In other words, there was no possibility she had deliberately approached him.
At last, the tension in his expression eased ever so slightly.
“What’s the message about? Why the strange look?” Jin-sook asked.
Min-hyuk smirked faintly, lifting one corner of his mouth.
“If it’s DK Media instead of DK Electronics… I might consider changing my mind.”
A brief silence fell.
Chairman Jung’s eyes widened as if he’d misheard.
“What? DK Media?”
“Of all things, it had to be the media division, which has been struggling so much that we were planning to shut it down.”
Though having his son join the company was a hundred times better than nothing, Chairman Jung still couldn’t wrap his head around it.
“The marketing at DK Electronics is running smoothly enough. If I intervene now, it’ll only cause trouble.”
“Even so, DK Media is about to scale down its operations. How does it make sense to send my only son there and then reduce the business?”
“Why cut back on a venture that could potentially become a goose that lays golden eggs? I’ll make sure it grows into something great.”
The rapid-fire exchange came to an abrupt halt.
Chairman Jung stared intently at Min-hyuk. His piercing gaze was so intense that even his own son felt hesitant to add anything more.
Finally, with a reluctant sigh, the chairman nodded.
“True. Strengthening a weaker subsidiary before making your grand entrance into headquarters isn’t such a bad idea after all.”
“Do you still have nightmares?”
Jin-sook suddenly interjected, breaking the silence as she continued eating expressionlessly.
Min-hyuk’s already cold demeanor turned frostier.
“No. I don’t have them anymore.”
It was a lie. Just last night, he had tossed and turned, tormented by nightmares once again.
“How are things with Chaerin? I bumped into her at the department store the other day, and she mentioned wanting to have dinner together sometime.”

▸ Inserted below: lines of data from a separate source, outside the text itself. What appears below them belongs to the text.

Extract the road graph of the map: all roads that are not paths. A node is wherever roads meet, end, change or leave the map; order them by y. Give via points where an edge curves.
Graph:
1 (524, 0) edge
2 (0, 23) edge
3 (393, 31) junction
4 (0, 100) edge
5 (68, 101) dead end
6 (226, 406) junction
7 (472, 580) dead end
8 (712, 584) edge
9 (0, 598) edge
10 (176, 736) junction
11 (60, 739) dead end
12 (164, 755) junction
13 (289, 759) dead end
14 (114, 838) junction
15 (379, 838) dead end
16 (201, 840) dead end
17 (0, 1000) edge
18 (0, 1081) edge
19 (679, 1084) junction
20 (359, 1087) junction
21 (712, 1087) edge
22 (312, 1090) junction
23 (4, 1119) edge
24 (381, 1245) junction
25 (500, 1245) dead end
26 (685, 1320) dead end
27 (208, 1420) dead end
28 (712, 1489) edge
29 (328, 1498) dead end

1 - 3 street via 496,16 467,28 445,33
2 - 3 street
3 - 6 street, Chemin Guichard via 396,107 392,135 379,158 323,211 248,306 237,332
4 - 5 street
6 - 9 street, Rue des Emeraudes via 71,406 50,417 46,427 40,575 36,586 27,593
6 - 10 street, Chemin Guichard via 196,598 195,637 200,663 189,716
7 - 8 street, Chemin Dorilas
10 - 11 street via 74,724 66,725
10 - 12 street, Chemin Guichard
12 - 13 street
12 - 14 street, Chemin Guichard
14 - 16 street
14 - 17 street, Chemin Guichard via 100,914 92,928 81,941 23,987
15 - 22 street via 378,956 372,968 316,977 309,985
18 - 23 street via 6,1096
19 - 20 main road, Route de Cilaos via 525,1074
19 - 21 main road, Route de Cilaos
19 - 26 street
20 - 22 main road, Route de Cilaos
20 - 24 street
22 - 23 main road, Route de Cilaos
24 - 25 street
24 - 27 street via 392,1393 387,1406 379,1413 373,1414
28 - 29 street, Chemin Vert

At the mere mention of Chaerin’s name, Min-hyuk’s smooth forehead furrowed deeply. He set down his chopsticks.
“Please kindly decline on my behalf.”
“What’s wrong with Chaerin? For DK Electronics to take flight, we need a solid financial backing like GB Group. It’s time to start thinking about marriage.”
When Chairman Jung chimed in as well, Min-hyuk slowly closed his eyes in exhaustion, then reopened them.
“If that’s the direction this conversation is going, I’d rather not hear any more. Please instruct someone to send me the materials related to DK Media. That’s all.”
He rose from his seat, bowed slightly, and left without another word.
As usual, Chairman Jung’s voice grew louder, grumbling about why his son always resisted talking about things he disliked.
Jin-sook silently endured the complaints, just as she always did.
Her husband, quick to anger, and her son, stubbornly silent, remained unchanged—just like they had been twenty years ago.
The family home, visited after so long, was still suffocatingly oppressive, no more and no less.
His heart felt like a sponge, dried out and hardened, squeezing painfully against his chest.
Song Joo-eun… If I meet you again, will my heart start beating properly once more?
Please, make my heart race again like it did that day.
With a mixture of anguish and anticipation in his eyes, he loosened the top button of his shirt and crossed the mansion’s garden.
---
“Ugh… I’m dying. No matter how much I think about it, it doesn’t make sense.”
From the morning, Team Leader Gam collapsed into his chair with a deep sigh.
Curious, Joo-eun whispered to Section Chief Choi seated next to her.
“Chief Choi, what’s wrong with the team leader?”
“I just heard too. The new director of the Strategic Planning Division is coming, and apparently, they’ve requested a room prepared behind our team.”
“Our team?”
There was already a room near the strategy team that the previous director had used. Why go through the trouble of rearranging things?
Joo-eun’s eyes widened in confusion, mirroring her bewilderment.
“But do you know who this new director is?”
“No.”
“The chairman’s son.”
That explained why Team Leader Gam looked so displeased.
“It makes sense for the team leader to feel stressed.”
“The real source of stress is that we know almost nothing about him—except for one thing: his nickname.”
Intrigued, Joo-eun asked, “Nickname?”